The “Corbyn has never apologised” line is one of many myths that has refused to die about anti-semitism and Corbyn’s Labour Party, irrespective of the historical record.

On Peston, Corbyn said he had apologised repeatedly, before arguing “evil as anti-semitism is, the scale of it within the party was grossly exaggerated”, which Kendall visibly took exception to.

With this in mind, it’s worth considering some of the claims made at the time.  A July 2018 front page editorial jointly published by the Jewish Chronicle, Jewish News and Jewish Telegraph newspapers warned a Corbyn-led government would pose an “existential threat to Jewish life” in Britain.  A month later Marie van der Zyl, president of the Board of Deputies of British Jews, told an Israeli TV news show that Corbyn had “declared war on the Jews”. Writing in the Express in 2017 Stephen Pollard argued “Labour is now the party of bigots and thugs, where Jew haters are cheered”, while Telegraph columnist Simon Heffer, appearing on LBC radio in 2019, said Corbyn “wanted to reopen Auschwitz”. 

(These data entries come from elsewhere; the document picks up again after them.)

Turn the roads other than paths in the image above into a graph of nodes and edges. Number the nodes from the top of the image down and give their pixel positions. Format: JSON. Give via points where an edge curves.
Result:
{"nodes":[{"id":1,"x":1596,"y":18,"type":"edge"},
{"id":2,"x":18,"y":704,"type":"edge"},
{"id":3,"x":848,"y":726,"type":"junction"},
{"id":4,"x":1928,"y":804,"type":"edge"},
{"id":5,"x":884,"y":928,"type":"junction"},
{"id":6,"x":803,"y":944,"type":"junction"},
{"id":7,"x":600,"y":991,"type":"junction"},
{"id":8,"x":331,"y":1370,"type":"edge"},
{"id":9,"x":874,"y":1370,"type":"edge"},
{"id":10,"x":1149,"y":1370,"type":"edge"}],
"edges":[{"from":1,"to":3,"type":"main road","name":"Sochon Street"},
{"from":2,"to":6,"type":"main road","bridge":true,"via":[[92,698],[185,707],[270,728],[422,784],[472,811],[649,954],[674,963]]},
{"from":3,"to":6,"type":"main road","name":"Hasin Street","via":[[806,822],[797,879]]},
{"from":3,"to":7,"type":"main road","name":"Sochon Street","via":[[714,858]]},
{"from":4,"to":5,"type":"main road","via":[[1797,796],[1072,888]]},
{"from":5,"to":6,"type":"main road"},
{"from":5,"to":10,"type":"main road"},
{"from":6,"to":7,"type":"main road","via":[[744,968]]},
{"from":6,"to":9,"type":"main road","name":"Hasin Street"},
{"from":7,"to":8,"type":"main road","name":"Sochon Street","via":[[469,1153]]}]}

The same year Margaret Hodge MP told the media she had obtained “over 200 examples [of anti-semitism], some vile, where evidence suggested they came from Labour.” However, according to the Guardian, the Labour Party general secretary later confirmed “investigations had found those complaints referred to 111 reported individuals, of whom only 20 were members.”

Perhaps unsurprisingly, a 2019 Survation poll, commissioned by Professor Greg Philo for his co-authored book Bad News For Labour, found of the respondents who had heard about the topic “on average people believed that a third of Labour Party members have been reported for anti-semitism” when “the actual figure was far less than 1 per cent.” 

As with many issues, the Fourth Estate played a crucial role in the so-called “anti-semitism crisis.” Philo and his co-author Dr Mike Berry noted the results of four focus groups they held showed “the media and the extensive coverage that the story has received feature very prominently in the reasons that were given” for higher estimates of anti-semitism in the Labour Party. 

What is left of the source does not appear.